- _Instructions to follow_
Copy out every line of the listing in which "Avenue" appears.
....
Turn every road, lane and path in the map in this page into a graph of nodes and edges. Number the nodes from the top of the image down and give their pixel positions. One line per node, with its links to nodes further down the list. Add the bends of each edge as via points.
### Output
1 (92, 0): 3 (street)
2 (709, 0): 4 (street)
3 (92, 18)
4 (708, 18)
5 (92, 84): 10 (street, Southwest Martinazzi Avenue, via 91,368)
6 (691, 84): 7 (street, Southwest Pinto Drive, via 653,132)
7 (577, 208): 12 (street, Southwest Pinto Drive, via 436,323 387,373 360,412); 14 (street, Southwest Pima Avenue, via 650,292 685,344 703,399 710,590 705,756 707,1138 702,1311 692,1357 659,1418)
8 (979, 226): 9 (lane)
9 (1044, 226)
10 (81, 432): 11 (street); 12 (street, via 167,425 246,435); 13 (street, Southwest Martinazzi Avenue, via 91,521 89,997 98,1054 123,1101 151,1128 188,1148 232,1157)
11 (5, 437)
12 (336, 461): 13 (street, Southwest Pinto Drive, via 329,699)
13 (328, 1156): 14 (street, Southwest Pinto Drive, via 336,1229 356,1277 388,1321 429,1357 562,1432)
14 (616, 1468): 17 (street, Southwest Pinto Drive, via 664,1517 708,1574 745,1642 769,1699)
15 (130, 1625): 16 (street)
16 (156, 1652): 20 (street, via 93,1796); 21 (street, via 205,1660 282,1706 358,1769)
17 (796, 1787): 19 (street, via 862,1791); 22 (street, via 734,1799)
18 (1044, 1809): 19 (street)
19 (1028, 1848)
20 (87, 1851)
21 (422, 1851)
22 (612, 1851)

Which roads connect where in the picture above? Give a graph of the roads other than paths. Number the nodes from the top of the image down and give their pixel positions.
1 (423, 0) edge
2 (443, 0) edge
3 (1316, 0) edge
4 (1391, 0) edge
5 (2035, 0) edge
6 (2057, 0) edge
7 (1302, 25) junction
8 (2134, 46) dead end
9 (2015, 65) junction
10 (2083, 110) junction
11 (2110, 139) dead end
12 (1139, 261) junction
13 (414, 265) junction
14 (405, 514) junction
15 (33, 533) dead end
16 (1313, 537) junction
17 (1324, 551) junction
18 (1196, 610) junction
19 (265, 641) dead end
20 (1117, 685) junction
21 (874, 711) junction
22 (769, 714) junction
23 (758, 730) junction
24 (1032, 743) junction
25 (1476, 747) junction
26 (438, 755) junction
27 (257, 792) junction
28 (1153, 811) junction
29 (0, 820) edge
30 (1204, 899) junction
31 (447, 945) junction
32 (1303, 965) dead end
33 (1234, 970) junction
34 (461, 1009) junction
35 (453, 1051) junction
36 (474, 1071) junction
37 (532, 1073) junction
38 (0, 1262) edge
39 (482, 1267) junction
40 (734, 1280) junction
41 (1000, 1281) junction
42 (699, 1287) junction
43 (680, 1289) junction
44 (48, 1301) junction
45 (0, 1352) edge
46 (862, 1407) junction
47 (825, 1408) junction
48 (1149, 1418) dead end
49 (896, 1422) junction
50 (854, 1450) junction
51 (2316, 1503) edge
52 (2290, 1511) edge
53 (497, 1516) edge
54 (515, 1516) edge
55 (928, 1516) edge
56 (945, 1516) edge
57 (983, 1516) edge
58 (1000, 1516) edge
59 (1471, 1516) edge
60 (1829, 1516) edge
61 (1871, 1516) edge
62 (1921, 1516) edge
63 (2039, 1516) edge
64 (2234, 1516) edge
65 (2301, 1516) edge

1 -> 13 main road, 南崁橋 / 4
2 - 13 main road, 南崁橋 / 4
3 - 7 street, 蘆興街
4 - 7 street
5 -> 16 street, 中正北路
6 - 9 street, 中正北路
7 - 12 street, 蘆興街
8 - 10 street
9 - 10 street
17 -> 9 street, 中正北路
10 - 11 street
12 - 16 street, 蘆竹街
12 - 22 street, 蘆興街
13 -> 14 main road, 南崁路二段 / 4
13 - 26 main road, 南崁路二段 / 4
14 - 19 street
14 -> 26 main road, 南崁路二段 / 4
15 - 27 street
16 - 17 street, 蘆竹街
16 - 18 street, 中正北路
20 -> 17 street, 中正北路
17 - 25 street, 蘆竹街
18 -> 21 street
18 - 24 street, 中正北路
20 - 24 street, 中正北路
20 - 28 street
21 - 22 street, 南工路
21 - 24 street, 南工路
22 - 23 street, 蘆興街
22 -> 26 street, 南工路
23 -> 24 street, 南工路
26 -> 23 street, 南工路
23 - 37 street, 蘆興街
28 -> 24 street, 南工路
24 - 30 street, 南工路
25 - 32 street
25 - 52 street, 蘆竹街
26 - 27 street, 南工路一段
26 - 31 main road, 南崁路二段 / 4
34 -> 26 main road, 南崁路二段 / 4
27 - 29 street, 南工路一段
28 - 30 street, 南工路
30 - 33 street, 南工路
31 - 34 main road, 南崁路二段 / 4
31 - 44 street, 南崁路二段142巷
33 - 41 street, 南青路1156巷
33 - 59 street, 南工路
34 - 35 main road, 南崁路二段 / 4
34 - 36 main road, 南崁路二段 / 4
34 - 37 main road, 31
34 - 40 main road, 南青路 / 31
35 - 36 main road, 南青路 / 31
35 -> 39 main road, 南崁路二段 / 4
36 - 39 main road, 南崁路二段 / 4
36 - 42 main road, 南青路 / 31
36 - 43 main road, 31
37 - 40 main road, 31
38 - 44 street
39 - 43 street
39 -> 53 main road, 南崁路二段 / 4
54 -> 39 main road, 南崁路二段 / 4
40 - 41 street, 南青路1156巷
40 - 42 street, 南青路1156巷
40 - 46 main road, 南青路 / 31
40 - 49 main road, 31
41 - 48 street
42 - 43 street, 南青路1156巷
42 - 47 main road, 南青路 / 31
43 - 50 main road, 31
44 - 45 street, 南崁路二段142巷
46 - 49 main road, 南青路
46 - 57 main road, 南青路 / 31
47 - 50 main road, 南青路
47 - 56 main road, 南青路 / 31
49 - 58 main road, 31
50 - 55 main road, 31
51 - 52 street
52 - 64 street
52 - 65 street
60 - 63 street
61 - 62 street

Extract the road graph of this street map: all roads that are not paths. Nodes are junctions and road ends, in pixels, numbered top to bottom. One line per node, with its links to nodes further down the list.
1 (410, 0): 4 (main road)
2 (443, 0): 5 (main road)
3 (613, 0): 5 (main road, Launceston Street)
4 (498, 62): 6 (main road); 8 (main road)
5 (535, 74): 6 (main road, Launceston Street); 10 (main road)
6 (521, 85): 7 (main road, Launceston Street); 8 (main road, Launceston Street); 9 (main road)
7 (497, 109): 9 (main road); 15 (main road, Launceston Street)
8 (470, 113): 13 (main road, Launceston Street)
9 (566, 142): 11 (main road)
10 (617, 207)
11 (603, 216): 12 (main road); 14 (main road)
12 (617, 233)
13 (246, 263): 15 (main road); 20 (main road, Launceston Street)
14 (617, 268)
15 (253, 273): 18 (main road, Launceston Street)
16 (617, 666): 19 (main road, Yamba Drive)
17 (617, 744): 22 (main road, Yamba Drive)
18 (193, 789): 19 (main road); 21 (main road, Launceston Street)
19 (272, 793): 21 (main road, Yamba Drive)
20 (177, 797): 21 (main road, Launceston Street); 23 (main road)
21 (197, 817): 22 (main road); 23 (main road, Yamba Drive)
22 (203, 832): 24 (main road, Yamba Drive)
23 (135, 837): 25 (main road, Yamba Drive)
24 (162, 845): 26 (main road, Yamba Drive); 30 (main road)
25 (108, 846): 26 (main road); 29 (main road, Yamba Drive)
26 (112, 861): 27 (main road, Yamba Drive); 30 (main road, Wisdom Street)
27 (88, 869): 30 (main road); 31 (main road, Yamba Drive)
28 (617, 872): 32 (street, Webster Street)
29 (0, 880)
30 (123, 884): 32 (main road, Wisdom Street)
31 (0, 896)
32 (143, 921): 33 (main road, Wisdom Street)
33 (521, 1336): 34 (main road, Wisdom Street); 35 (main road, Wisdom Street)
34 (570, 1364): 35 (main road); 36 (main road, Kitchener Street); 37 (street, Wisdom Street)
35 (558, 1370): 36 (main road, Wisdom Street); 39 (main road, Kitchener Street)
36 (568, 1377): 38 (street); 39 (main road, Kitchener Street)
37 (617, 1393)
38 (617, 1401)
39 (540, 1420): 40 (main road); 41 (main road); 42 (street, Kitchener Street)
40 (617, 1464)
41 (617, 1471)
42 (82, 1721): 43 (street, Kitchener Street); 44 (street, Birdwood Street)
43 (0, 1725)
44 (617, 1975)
....
- _Answer space_
5 (92, 84): 10 (street, Southwest Martinazzi Avenue, via 91,368)
7 (577, 208): 12 (street, Southwest Pinto Drive, via 436,323 387,373 360,412); 14 (street, Southwest Pima Avenue, via 650,292 685,344 703,399 710,590 705,756 707,1138 702,1311 692,1357 659,1418)
10 (81, 432): 11 (street); 12 (street, via 167,425 246,435); 13 (street, Southwest Martinazzi Avenue, via 91,521 89,997 98,1054 123,1101 151,1128 188,1148 232,1157)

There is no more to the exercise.